RBC Capital Markets acted as exclusive financial advisor and Osler, Hoskin and Harcourt LLP acted as legal counsel to Corus in connection with this transaction.

The Special Committee was advised by Barclays as independent financial advisor and valuator, and by Borden Ladner Gervais LLP as independent legal counsel.

Investment Community Conference Call and Webcast

Corus will be holding a conference call for financial analysts to discuss this transaction as well as its Q1 2016 results today, Wednesday, January 13, 2016 at 7 a.m. MT / 9 a.m. ET.  Media are welcome to participate on a listen-only basis. To participate, the dial-in number for the conference call is 1.800.925.4693 (toll-free North America) or 416.641.6202 (local or international). PowerPoint slides will be posted 15 minutes prior to the start of the call on www.corusent.com in the Investor Relations section.

Non-IFRS Measures

This press release makes reference to certain non-IFRS measures.  These non-IFRS measures are not recognized measures under IFRS, do not have a standardized meaning prescribed by IFRS and are therefore unlikely to be comparable to similar measures presented by other companies.  Corus believes these non-IFRS measures provide additional information to complement IFRS measures by providing further understanding of operations from management’s perspective. Accordingly, non-IFRS measures should never be considered in isolation or as a substitute for other financial measures determined in accordance with IFRS as issued by the International Accounting Standards Board. Corus presents non-IFRS measures, specifically EBITDA, adjusted EBITDA (which is also referred to by Corus as “segment profit” and by Shaw Media as “operating income before restructuring costs and amortization”), free cash flow and Pro forma Total Debt / LTM Adjusted EBITDA as it believes these non-IFRS measures are frequently used by securities analysts, investors and other interested parties as measures of financial performance and to provide a supplemental measure of operating performance and also to highlight trends that may not otherwise be apparent when relying solely on IFRS financial measures. The definitions of the non-IFRS measures contained in this press release are as follows:

EBITDA is calculated as net income before interest, income taxes, depreciation and amortization.

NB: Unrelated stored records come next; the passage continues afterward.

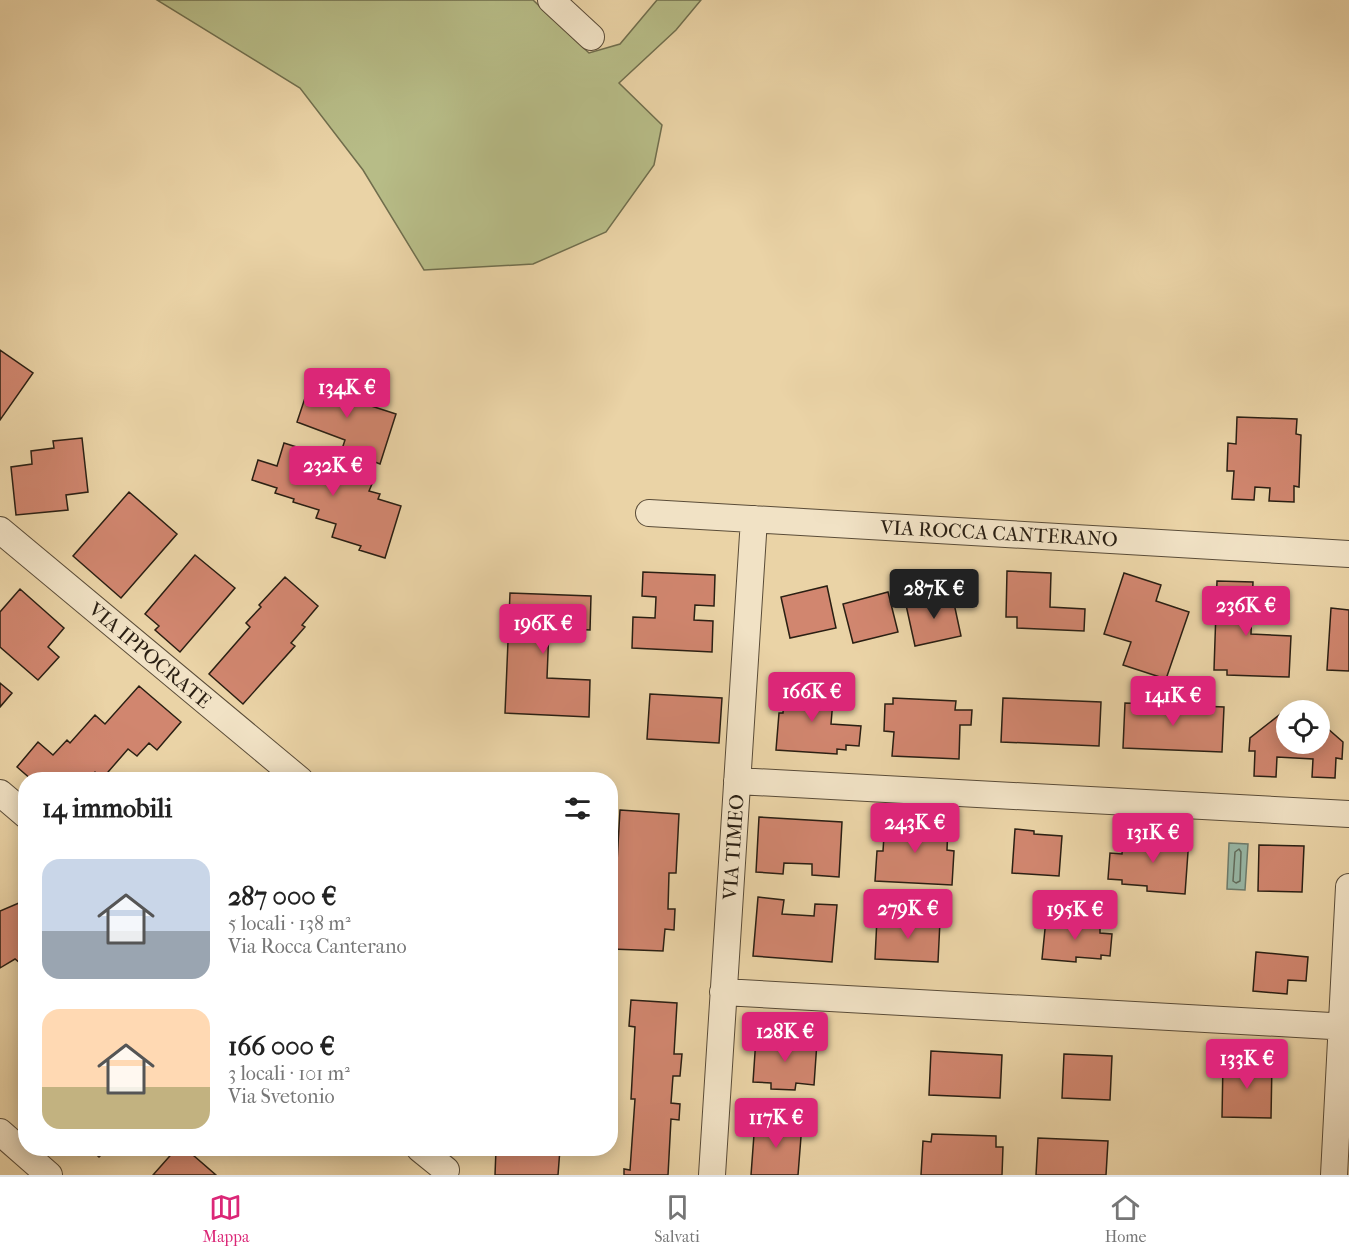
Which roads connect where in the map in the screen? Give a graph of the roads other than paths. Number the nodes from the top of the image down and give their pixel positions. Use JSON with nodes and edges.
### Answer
{"nodes":[{"id":1,"x":551,"y":0,"type":"edge"},
{"id":2,"x":591,"y":37,"type":"dead end"},
{"id":3,"x":649,"y":513,"type":"dead end"},
{"id":4,"x":754,"y":519,"type":"junction"},
{"id":5,"x":0,"y":530,"type":"edge"},
{"id":6,"x":1349,"y":554,"type":"edge"},
{"id":7,"x":290,"y":772,"type":"edge"},
{"id":8,"x":737,"y":782,"type":"junction"},
{"id":9,"x":0,"y":793,"type":"edge"},
{"id":10,"x":18,"y":808,"type":"edge"},
{"id":11,"x":1349,"y":814,"type":"edge"},
{"id":12,"x":1349,"y":887,"type":"edge"},
{"id":13,"x":723,"y":992,"type":"junction"},
{"id":14,"x":1345,"y":1027,"type":"edge"},
{"id":15,"x":0,"y":1132,"type":"edge"},
{"id":16,"x":18,"y":1148,"type":"edge"},
{"id":17,"x":27,"y":1156,"type":"edge"},
{"id":18,"x":432,"y":1156,"type":"edge"},
{"id":19,"x":447,"y":1165,"type":"edge"},
{"id":20,"x":49,"y":1175,"type":"edge"},
{"id":21,"x":712,"y":1175,"type":"edge"},
{"id":22,"x":1334,"y":1175,"type":"edge"}],
"edges":[{"from":1,"to":2,"type":"street"},
{"from":3,"to":4,"type":"street","name":"VIA ROCCA CANTERANO"},
{"from":4,"to":6,"type":"street","name":"VIA ROCCA CANTERANO"},
{"from":4,"to":8,"type":"street","name":"VIA TIMEO"},
{"from":5,"to":7,"type":"street","name":"VIA IPPOCRATE"},
{"from":8,"to":11,"type":"street"},
{"from":8,"to":13,"type":"street","name":"VIA TIMEO"},
{"from":9,"to":10,"type":"street"},
{"from":12,"to":14,"type":"street"},
{"from":13,"to":14,"type":"street"},
{"from":13,"to":21,"type":"street","name":"VIA TIMEO"},
{"from":14,"to":22,"type":"street"},
{"from":15,"to":16,"type":"street"},
{"from":17,"to":20,"type":"street"},
{"from":18,"to":19,"type":"street"}]}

Adjusted EBITDA is calculated as EBITDA adjusted for items not indicative of Corus’ core operating results, and not used in management’s evaluation of the business segment’s performance, such as: broadcast license and goodwill impairment; significant intangible asset impairments; debt refinancing; non-cash gains or losses and certain other income and expenses.

Free cash flow is calculated as cash provided by (used in) operating activities less cash used in investing activities, as reported in the consolidated statements of cash flows, and then adjusting for the following items: cash used for business combinations and strategic investments and; cash received from strategic divestments; and cash due to parent.

Pro forma Total Debt / LTM Adjusted EBITDA for Corus is calculated as the total debt of Corus to be assumed upon completion of the acquisition divided by the sum of the segment profit of Corus for the 12 months ended November 30, 2015, plus the operating income before restructuring costs and amortization of Shaw Media for the 12 months ended November 30, 2015.